Assigned task:
Of the lines below, copy those that hold the word "hand".

Records contained in a dataset
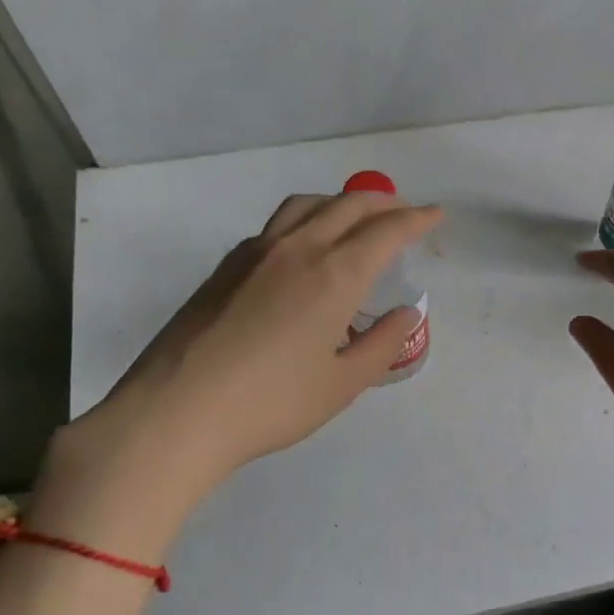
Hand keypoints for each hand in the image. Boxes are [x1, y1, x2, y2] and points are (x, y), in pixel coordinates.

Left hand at [31, 192, 441, 560]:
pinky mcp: (226, 266)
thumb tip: (405, 314)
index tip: (436, 216)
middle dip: (385, 203)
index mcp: (334, 275)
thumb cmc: (271, 403)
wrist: (177, 411)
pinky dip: (307, 220)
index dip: (416, 219)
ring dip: (341, 203)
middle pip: (349, 205)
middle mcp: (298, 249)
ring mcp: (256, 252)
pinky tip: (305, 250)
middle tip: (405, 214)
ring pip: (308, 205)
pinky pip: (278, 225)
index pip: (386, 231)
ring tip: (356, 220)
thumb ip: (381, 344)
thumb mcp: (342, 383)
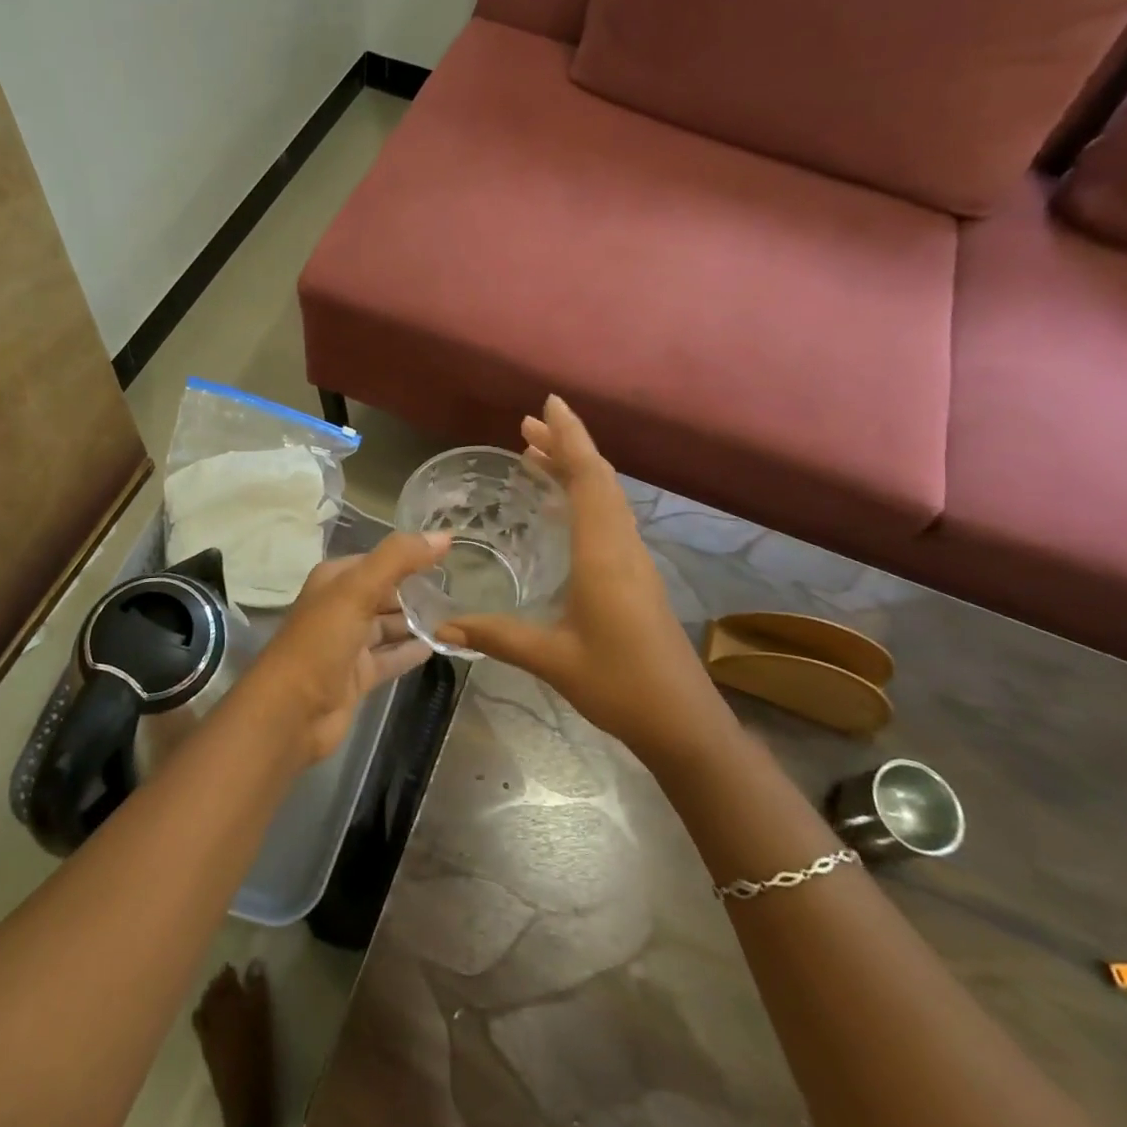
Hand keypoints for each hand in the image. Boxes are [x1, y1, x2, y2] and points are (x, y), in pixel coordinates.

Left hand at [237, 530, 449, 764]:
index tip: (450, 556)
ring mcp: (348, 644)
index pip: (379, 560)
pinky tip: (440, 646)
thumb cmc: (320, 643)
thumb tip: (445, 535)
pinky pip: (391, 657)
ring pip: (389, 626)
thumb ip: (399, 559)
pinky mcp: (357, 676)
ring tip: (459, 616)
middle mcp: (340, 607)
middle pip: (385, 593)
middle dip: (417, 590)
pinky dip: (411, 651)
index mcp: (334, 580)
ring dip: (418, 621)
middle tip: (461, 588)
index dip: (410, 556)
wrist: (289, 713)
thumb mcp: (357, 591)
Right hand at [436, 397, 716, 758]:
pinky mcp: (636, 577)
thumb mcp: (551, 659)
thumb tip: (444, 626)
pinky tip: (562, 510)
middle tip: (526, 427)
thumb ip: (496, 637)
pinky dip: (585, 497)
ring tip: (537, 456)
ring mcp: (634, 561)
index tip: (548, 404)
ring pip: (607, 497)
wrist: (683, 722)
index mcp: (603, 554)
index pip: (588, 478)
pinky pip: (609, 518)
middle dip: (566, 446)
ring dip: (576, 470)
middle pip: (599, 479)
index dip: (569, 437)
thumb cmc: (620, 684)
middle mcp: (622, 546)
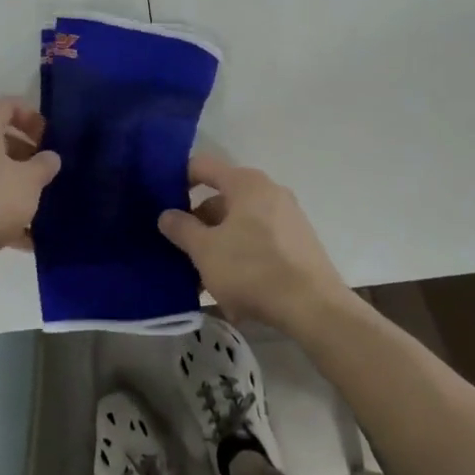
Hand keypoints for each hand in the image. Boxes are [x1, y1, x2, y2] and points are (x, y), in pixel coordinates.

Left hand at [0, 98, 60, 274]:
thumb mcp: (29, 182)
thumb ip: (44, 165)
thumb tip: (49, 157)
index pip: (5, 105)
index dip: (28, 113)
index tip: (46, 134)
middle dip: (23, 151)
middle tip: (43, 168)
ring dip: (13, 182)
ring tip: (36, 205)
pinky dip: (0, 208)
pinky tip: (22, 237)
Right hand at [158, 154, 350, 333]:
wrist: (314, 307)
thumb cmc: (252, 269)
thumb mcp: (205, 250)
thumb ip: (182, 229)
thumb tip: (166, 214)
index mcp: (245, 183)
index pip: (202, 166)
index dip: (177, 180)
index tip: (161, 203)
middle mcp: (269, 191)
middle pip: (222, 201)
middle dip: (200, 227)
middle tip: (181, 252)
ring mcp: (287, 217)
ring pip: (240, 227)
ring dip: (219, 249)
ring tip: (206, 282)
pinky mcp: (298, 243)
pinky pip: (260, 244)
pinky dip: (243, 261)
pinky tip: (235, 295)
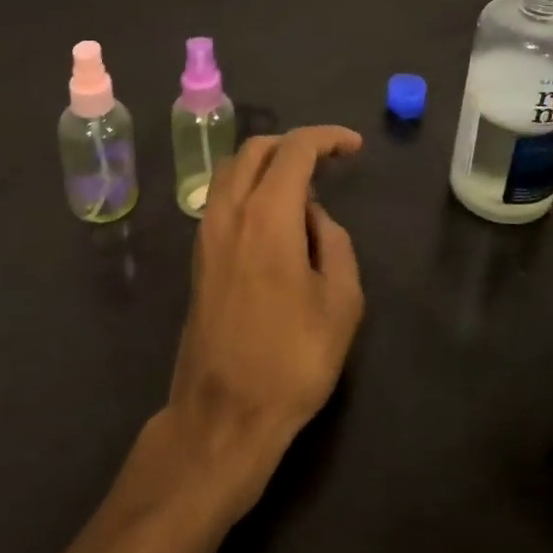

Reply to the exercise:
Hand keypoints for each hand in the image. Boxes are [x1, y1, x2, y2] and points are (x, y), in pixel coordinates.
Left hand at [31, 192, 441, 560]:
Hand keypoints for each hand in the image. Boxes are [x1, y1, x2, y2] and points are (x, y), in pixel coordinates.
Left hand at [237, 530, 449, 764]:
Right hand at [436, 397, 716, 758]:
Hand keypoints for each hand in the image. Boxes are [x1, y1, x2, y2] and points are (x, y), in pixel coordinates.
Left hand at [0, 98, 60, 274]:
Right hand at [158, 154, 350, 333]:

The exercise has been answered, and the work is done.